Problem details: In the data below, find each line that contains the word "Batı" and copy it.

Source information:
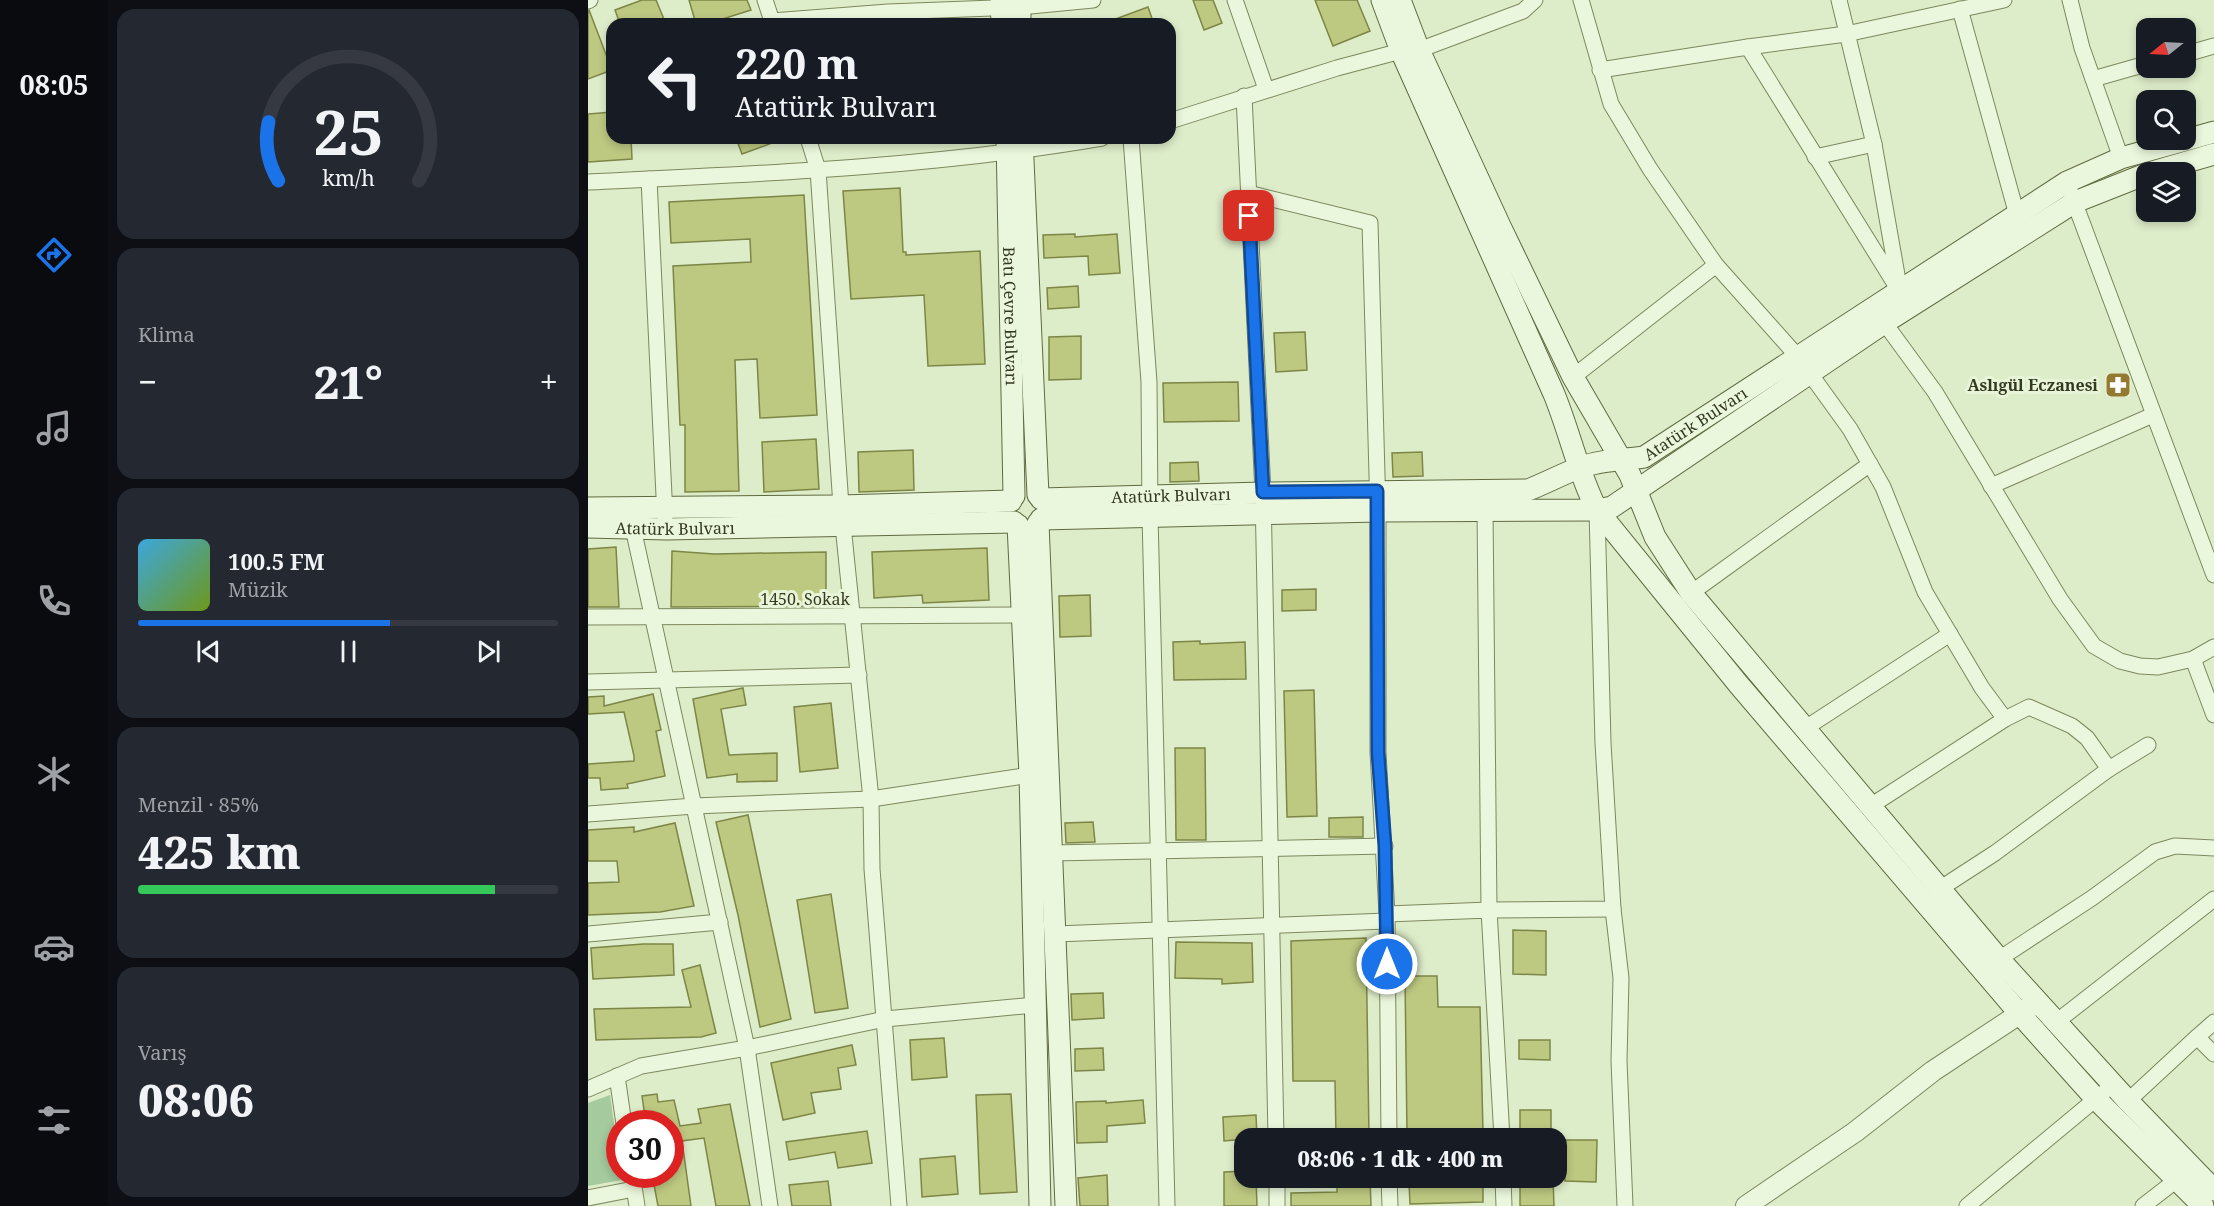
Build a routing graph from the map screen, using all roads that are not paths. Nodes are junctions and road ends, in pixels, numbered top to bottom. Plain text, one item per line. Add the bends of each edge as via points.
1 (765, 0) edge
2 (1093, 0) edge
3 (1235, 0) edge
4 (1382, 0) edge
5 (1400, 0) edge
6 (1535, 0) edge
7 (1581, 0) edge
8 (1839, 0) edge
9 (2004, 0) edge
10 (2070, 0) edge
11 (912, 6) edge
12 (1959, 9) junction
13 (1011, 10) edge
14 (771, 18) edge
15 (807, 18) edge
16 (1846, 34) junction
17 (2214, 46) edge
18 (1748, 47) junction
19 (1410, 50) junction
20 (2196, 51) edge
21 (2136, 67) edge
22 (1600, 70) junction
23 (2093, 79) junction
24 (1266, 89) junction
25 (1244, 96) junction
26 (1176, 119) edge
27 (2214, 132) edge
28 (810, 144) edge
29 (1131, 144) edge
30 (1874, 144) junction
31 (1015, 145) edge
32 (2214, 154) edge
33 (1815, 157) junction
34 (2121, 158) junction
35 (2186, 162) edge
36 (818, 170) junction
37 (2136, 176) edge
38 (649, 179) junction
39 (588, 182) edge
40 (2071, 192) junction
41 (1248, 193) junction
42 (2017, 215) junction
43 (1716, 265) junction
44 (1900, 292) junction
45 (1879, 316) junction
46 (1804, 365) junction
47 (1572, 377) junction
48 (2152, 415) junction
49 (1619, 460) junction
50 (1870, 464) junction
51 (1579, 468) junction
52 (1991, 486) junction
53 (1636, 493) junction
54 (1012, 499) junction
55 (1377, 501) junction
56 (1264, 503) junction
57 (1150, 505) junction
58 (588, 508) edge
59 (1485, 510) junction
60 (1597, 510) junction
61 (1032, 514) junction
62 (843, 516) junction
63 (666, 519) junction
64 (588, 527) edge
65 (633, 528) junction
66 (2214, 575) edge
67 (1692, 593) junction
68 (1021, 615) junction
69 (652, 616) junction
70 (588, 617) edge
71 (853, 618) junction
72 (1950, 634) junction
73 (2214, 647) edge
74 (2193, 659) junction
75 (859, 675) junction
76 (666, 679) junction
77 (588, 682) edge
78 (2214, 715) edge
79 (2005, 719) junction
80 (1804, 729) junction
81 (2148, 745) dead end
82 (2109, 769) junction
83 (1030, 775) junction
84 (871, 799) junction
85 (694, 806) junction
86 (1869, 807) junction
87 (588, 814) edge
88 (1385, 846) junction
89 (2214, 848) edge
90 (1271, 849) junction
91 (1158, 850) junction
92 (1053, 853) junction
93 (1938, 890) junction
94 (2214, 899) edge
95 (1613, 909) junction
96 (1489, 910) junction
97 (1387, 917) junction
98 (720, 922) junction
99 (1272, 925) junction
100 (1160, 930) junction
101 (588, 934) edge
102 (1056, 934) junction
103 (1999, 959) junction
104 (1035, 1005) junction
105 (2029, 1008) junction
106 (885, 1019) junction
107 (2214, 1022) edge
108 (2055, 1023) junction
109 (2197, 1037) junction
110 (747, 1048) junction
111 (2214, 1054) edge
112 (617, 1076) junction
113 (2112, 1084) junction
114 (588, 1089) edge
115 (2096, 1098) junction
116 (2128, 1101) junction
117 (622, 1110) edge
118 (1276, 1128) edge
119 (1389, 1128) edge
120 (1501, 1128) edge
121 (2184, 1174) junction
122 (616, 1188) edge
123 (634, 1188) edge
124 (1277, 1188) edge
125 (1389, 1188) edge
126 (1503, 1188) edge
127 (2214, 1190) edge
128 (588, 1198) edge
129 (637, 1206) edge
130 (770, 1206) edge
131 (899, 1206) edge
132 (1040, 1206) edge
133 (1066, 1206) edge
134 (1167, 1206) edge
135 (1277, 1206) edge
136 (1390, 1206) edge
137 (1504, 1206) edge
138 (1625, 1206) edge
139 (1746, 1206) edge
140 (1967, 1206) edge
141 (2143, 1206) edge
142 (2203, 1206) edge

1 - 14 street
2 - 13 street
3 - 24 street
4 - 19 main road
5 - 19 main road
6 - 19 street via 1523,11
7 - 22 street
8 - 16 street
9 - 12 street
10 - 23 street
11 - 13 street
11 - 15 street
12 - 16 street
12 - 42 street
16 - 18 street
16 - 30 street
17 - 20 street
18 - 22 street
18 - 33 street
19 - 24 street
19 - 47 main road
19 - 51 main road via 1554,394
21 - 23 street
22 - 43 street via 1611,104
23 - 34 street
24 - 25 street
25 - 26 street
25 - 41 street
27 - 34 main road, Atatürk Bulvarı
28 - 36 street
29 - 57 street via 1149,382
30 - 33 street
30 - 44 street
31 - 36 street
31 - 54 main road, Batı Çevre Bulvarı
31 - 61 main road, Batı Çevre Bulvarı
32 - 35 main road
33 - 44 street
34 - 40 main road, Atatürk Bulvarı
36 - 38 street
36 - 62 street
37 - 40 main road, Atatürk Bulvarı
38 - 39 street
38 - 63 street
40 - 42 main road, Atatürk Bulvarı
40 - 45 main road, Atatürk Bulvarı
40 - 48 street
41 - 55 street via 1370,223
41 - 56 street
42 - 44 main road, Atatürk Bulvarı
43 - 46 street
43 - 47 street
44 - 45 main road, Atatürk Bulvarı
45 - 46 main road, Atatürk Bulvarı
45 - 52 street via 1935,392
46 - 49 main road, Atatürk Bulvarı via 1644,457
46 - 50 street
46 - 53 main road, Atatürk Bulvarı
47 - 49 main road
48 - 52 street
48 - 66 street
49 - 51 main road, Atatürk Bulvarı
49 - 53 main road
50 - 67 street
50 - 72 street via 1925,592
51 - 55 main road, Atatürk Bulvarı via 1528,490
51 - 60 main road
52 - 74 street via 2060,599 2094,646 2120,661 2140,666 2171,665
53 - 60 main road, Atatürk Bulvarı via 1612,507
53 - 67 main road via 1655,537
54 - 61 main road, Atatürk Bulvarı via 1023,491
54 - 62 main road, Atatürk Bulvarı
55 - 56 main road, Atatürk Bulvarı
55 - 59 main road, Atatürk Bulvarı
55 - 88 street via 1378,752
56 - 57 main road, Atatürk Bulvarı
56 - 90 street
57 - 61 main road, Atatürk Bulvarı
57 - 91 street
58 - 63 main road, Atatürk Bulvarı
59 - 60 main road, Atatürk Bulvarı
59 - 96 street
60 - 95 street via 1603,743
60 - 105 main road via 1739,685
61 - 62 main road, Atatürk Bulvarı
61 - 68 main road
61 - 92 main road
62 - 63 main road, Atatürk Bulvarı
62 - 71 street
63 - 65 main road, Atatürk Bulvarı
64 - 65 main road, Atatürk Bulvarı
65 - 69 street
67 - 80 main road
68 - 71 street, 1450. Sokak
68 - 83 main road
69 - 70 street, 1450. Sokak
69 - 71 street, 1450. Sokak
69 - 76 street
71 - 75 street
72 - 79 street
72 - 80 street
73 - 74 street
74 - 78 street
75 - 76 street
75 - 84 street
76 - 77 street
76 - 85 street
79 - 82 street via 2029,706 2072,726 2087,738
79 - 86 street
80 - 86 main road
81 - 82 street
82 - 93 street
83 - 84 street
83 - 104 main road
84 - 85 street
84 - 106 street via 872,869
85 - 87 street
85 - 98 street
86 - 93 main road
88 - 90 street
88 - 97 street
89 - 103 street via 2175,846 2155,852
90 - 91 street
90 - 99 street
91 - 92 street
91 - 100 street
92 - 102 main road
93 - 103 main road
94 - 108 street
95 - 96 street
95 - 138 street via 1621,978 1619,1061
96 - 97 street
96 - 120 street
97 - 99 street
97 - 119 street
98 - 101 street
98 - 110 street
99 - 100 street
99 - 118 street
100 - 102 street
100 - 134 street
102 - 133 main road
103 - 105 main road
104 - 106 street
104 - 132 main road
105 - 108 main road
105 - 115 main road
105 - 139 street via 1933,1071 1855,1132
106 - 110 street
106 - 131 street
107 - 109 street
108 - 113 main road
109 - 111 street
109 - 116 street
110 - 112 street via 641,1066
110 - 130 street
112 - 114 street
112 - 117 street
113 - 115 street
113 - 116 main road
115 - 121 main road
115 - 140 street
116 - 121 main road
121 - 127 main road
121 - 141 street
121 - 142 main road
122 - 128 street
123 - 129 street
124 - 135 street
125 - 136 street
126 - 137 street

Written solution:
31 - 54 main road, Batı Çevre Bulvarı
31 - 61 main road, Batı Çevre Bulvarı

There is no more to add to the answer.